Quote from: jj2007 on June 28, 2008, 09:25:21 AM
On a Celeron. Looks strange...

If you are running on a P4 Celeron, or any other P4, then the instruction sequences are too short to get meaningful cycle counts. I considered this, but I had already spent more time on it than I had. For a quick, crude fix you could modify each test to something like this:

counter_begin 1000, HIGH_PRIORITY_CLASS
  REPEAT 100
    m2m m0, m1
    m2m m2, m3
    m2m m4, m5
    m2m m6, m7
    m2m m8, m9
    m2m ma, mb
    m2m mc, md
    m2m me, mf
  ENDM 
counter_end

eschew obfuscation

NightWare

Quote from: zooba on June 28, 2008, 08:40:39 AM
Guess I was imagining things then :bg . Oh well. :U
not exactly, we've spoken of that here : http://www.masm32.com/board/index.php?topic=9110.0

Mark Jones

For the bigger machines, here's Michael's code modified to expand each block 1000x.
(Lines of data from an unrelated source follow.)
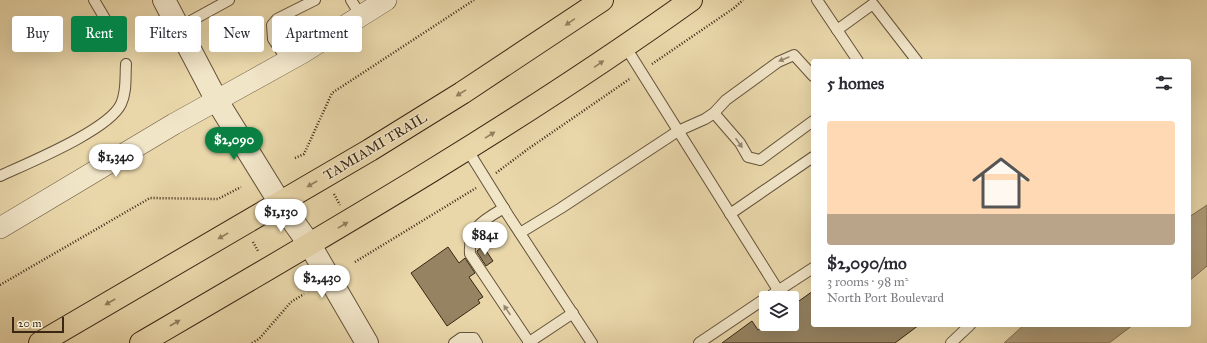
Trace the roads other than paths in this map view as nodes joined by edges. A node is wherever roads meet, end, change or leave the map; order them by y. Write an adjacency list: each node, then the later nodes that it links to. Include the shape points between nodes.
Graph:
1 (94, 0): 10 (lane)
2 (164, 0): 11 (street)
3 (229, 0): 12 (lane)
4 (314, 0): 18 (lane, via 277,19 272,25 273,39)
5 (386, 0): 9 (street)
6 (602, 0): 28 (main road, TAMIAMI TRAIL, one-way to 28, via 462,93)
7 (691, 0): 14 (main road)
8 (817, 0): 13 (lane)
9 (356, 8): 18 (street)
10 (103, 16)
11 (172, 16)
12 (200, 16)
13 (837, 30): 16 (lane); 17 (lane, via 873,4)
14 (624, 46): 24 (lane); 25 (main road, one-way to 14)
15 (190, 52): 21 (street)
16 (857, 59)
17 (915, 59)
18 (288, 61): 21 (street)
19 (126, 64): 27 (lane, via 125,94 120,106 107,120 59,149)
20 (811, 74): 22 (lane, one-way to 22, via 794,55 766,70 726,100)
21 (216, 101): 28 (street); 31 (street)
22 (714, 113): 23 (lane, one-way to 23, via 740,143 748,157 760,160); 24 (lane)
23 (811, 122)
24 (678, 130): 30 (lane); 32 (lane)
25 (467, 149): 29 (lane); 33 (main road, one-way to 25)
26 (811, 158): 30 (lane)
27 (0, 176)
28 (280, 203): 33 (street); 40 (main road, TAMIAMI TRAIL, one-way to 40)
29 (504, 208): 32 (lane); 44 (lane, one-way to 29, via 470,254 470,240 476,227)
30 (730, 214): 35 (lane)
31 (0, 228)
32 (520, 233): 37 (lane)
33 (310, 244): 39 (street); 41 (main road, one-way to 33)
34 (811, 269): 35 (lane)
35 (778, 290)
36 (759, 303): 46 (lane)
37 (573, 313): 44 (lane); 45 (lane)
38 (968, 327): 47 (lane)
39 (361, 341)
40 (40, 343)
41 (141, 343)
42 (454, 343): 43 (lane, via 461,338 474,338)
43 (477, 343)
44 (529, 343)
45 (592, 343)
46 (699, 343)
47 (951, 343)

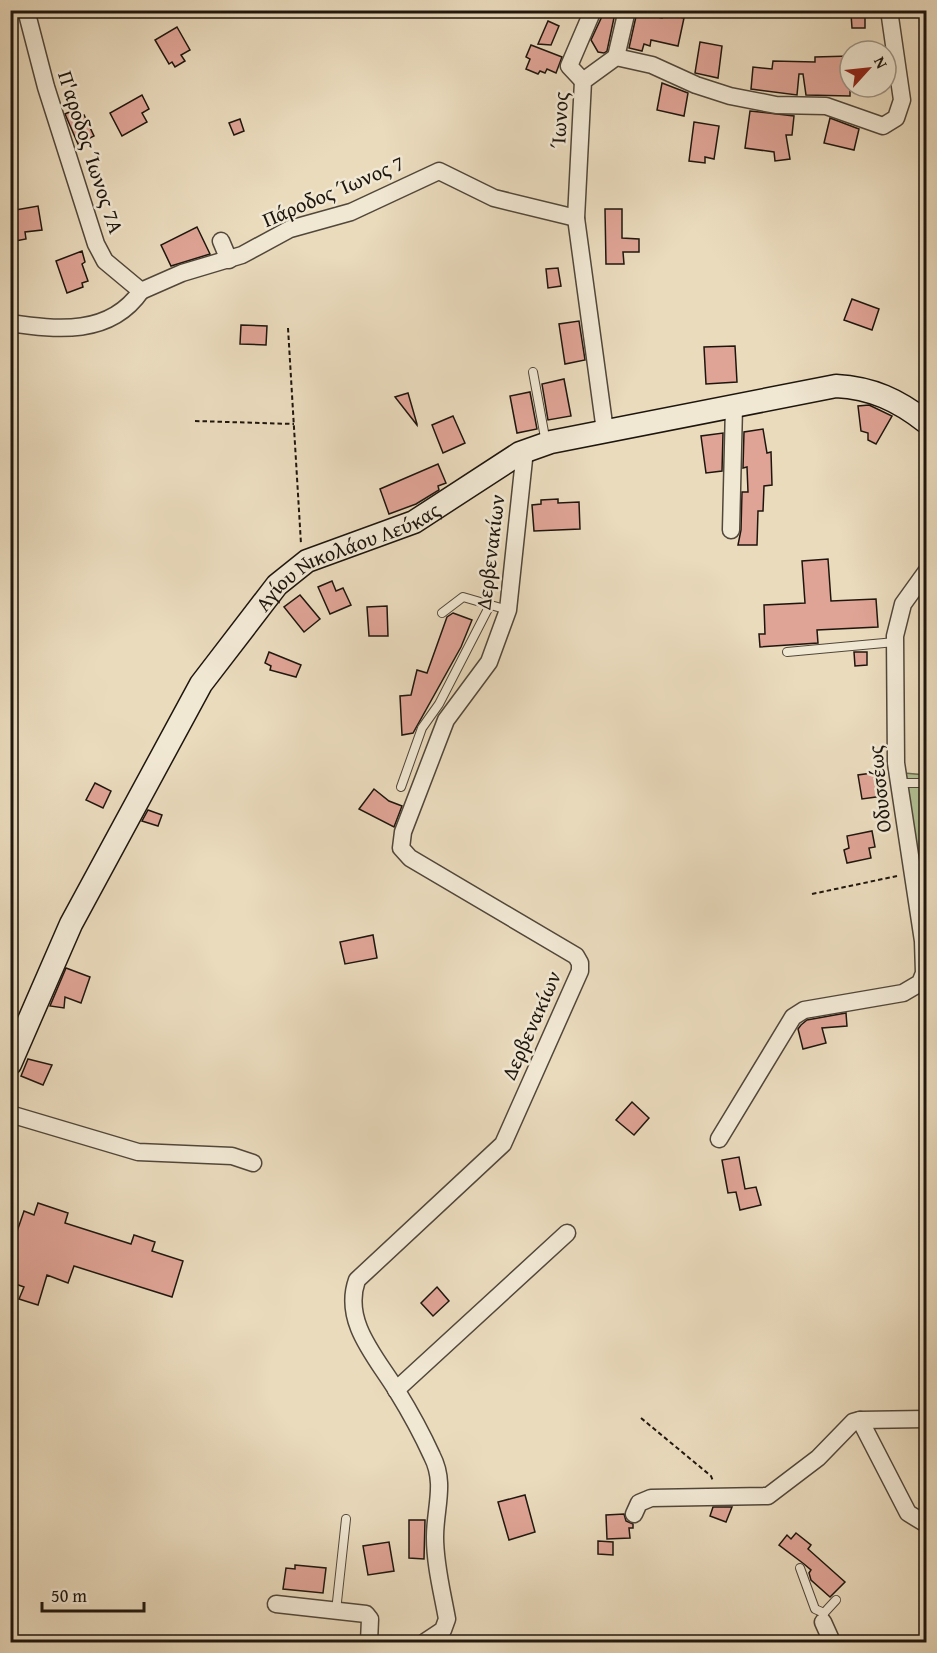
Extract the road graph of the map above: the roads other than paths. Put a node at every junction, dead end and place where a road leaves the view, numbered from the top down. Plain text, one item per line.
1 (26, 10) edge
2 (593, 10) edge
3 (627, 10) edge
4 (890, 10) edge
5 (616, 57) junction
6 (583, 81) junction
7 (576, 219) junction
8 (221, 241) dead end
9 (229, 260) junction
10 (141, 291) junction
11 (10, 322) edge
12 (533, 372) dead end
13 (734, 406) junction
14 (927, 422) edge
15 (605, 431) junction
16 (536, 447) junction
17 (731, 530) dead end
18 (927, 572) edge
19 (490, 605) junction
20 (508, 610) junction
21 (442, 613) dead end
22 (895, 642) junction
23 (787, 652) dead end
24 (901, 783) junction
25 (927, 783) edge
26 (401, 787) dead end
27 (10, 1064) edge
28 (10, 1114) edge
29 (719, 1139) dead end
30 (253, 1163) dead end
31 (567, 1233) dead end
32 (396, 1390) junction
33 (927, 1419) edge
34 (860, 1420) junction
35 (634, 1514) dead end
36 (346, 1519) dead end
37 (927, 1524) edge
38 (800, 1568) dead end
39 (836, 1600) dead end
40 (276, 1604) dead end
41 (336, 1611) junction
42 (824, 1617) junction
43 (369, 1642) edge
44 (425, 1642) edge
45 (832, 1642) edge

1 - 10 street, Π'αροδος Ίωνος 7Α
2 - 6 street
3 - 5 street
4 - 5 street
5 - 6 street, Ίωνος
6 - 7 street, Ίωνος
7 - 9 street, Πάροδος Ίωνος 7
7 - 15 street, Ίωνος
8 - 9 street
9 - 10 street, Πάροδος Ίωνος 7
10 - 11 street, Πάροδος Ίωνος 7
12 - 16 lane
13 - 14 main road, Αγίου Νικολάου Λεύκας
13 - 15 main road, Αγίου Νικολάου Λεύκας
13 - 17 street
15 - 16 main road, Αγίου Νικολάου Λεύκας
16 - 20 street, Δερβενακίων
16 - 27 main road, Αγίου Νικολάου Λεύκας
18 - 22 street, Οδυσσέως
19 - 20 lane
19 - 21 lane
19 - 26 lane
20 - 32 street, Δερβενακίων
22 - 23 lane
22 - 24 street, Οδυσσέως
24 - 25 lane
24 - 29 street, Οδυσσέως
28 - 30 street
31 - 32 street
32 - 44 street, Δερβενακίων
33 - 34 street
34 - 35 street
34 - 37 street
36 - 41 lane
38 - 42 lane
39 - 42 lane
40 - 41 street
41 - 43 street
42 - 45 street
The last two blocks were changed to perform 8 tests like the others and the range of the random values was greatly increased (to around 0-3MB or so.) Included is an executable, a RadASM project file, and timers.asm from http://www.masm32.com/board/index.php?topic=770.0

Quote from: AMD X64 4000+
33371 cycles, m2m sequential direct
18964 cycles, mrm sequential direct

34587 cycles, m2m sequential indirect
8116 cycles, mrm sequential indirect

624616 cycles, m2m random indirect
392243 cycles, mrm random indirect

[attachment deleted by admin]
"To deny our impulses... foolish; to revel in them, chaos." MCJ 2003.08

jj2007

Quote from: Mark Jones on July 07, 2008, 06:31:42 PM
For the bigger machines, here's Michael's code modified to expand each block 1000x.

Celeron:

99826 cycles, m2m sequential direct
19544 cycles, mrm sequential direct

98680 cycles, m2m sequential indirect
18225 cycles, mrm sequential indirect

2620671 cycles, m2m random indirect
2331846 cycles, mrm random indirect

NightWare

on core2duo 2ghz :
36581 cycles, m2m sequential direct
26111 cycles, mrm sequential direct

37038 cycles, m2m sequential indirect
15349 cycles, mrm sequential indirect

149714 cycles, m2m random indirect
93651 cycles, mrm random indirect


it's clear there is a speed up for push/pop on core2 (compared with p3/p4), but macros compared here don't do exactly the same thing, with m2m there is registers preservation, it's not the case with mrm (especially eax, the most used register to return values...). it's why m2m is generally used more often... when you have spent your time once with mrm, you remember later you must use m2m (unless you are sure you will not touch/add things to your algo later... hmm... is it something possible ?)  :wink

Biterider

Hi
This is my implementation of m2m.
I use it to freely play with the register that transfers the value or, if there is no reg available, to fall back to the push/pop version.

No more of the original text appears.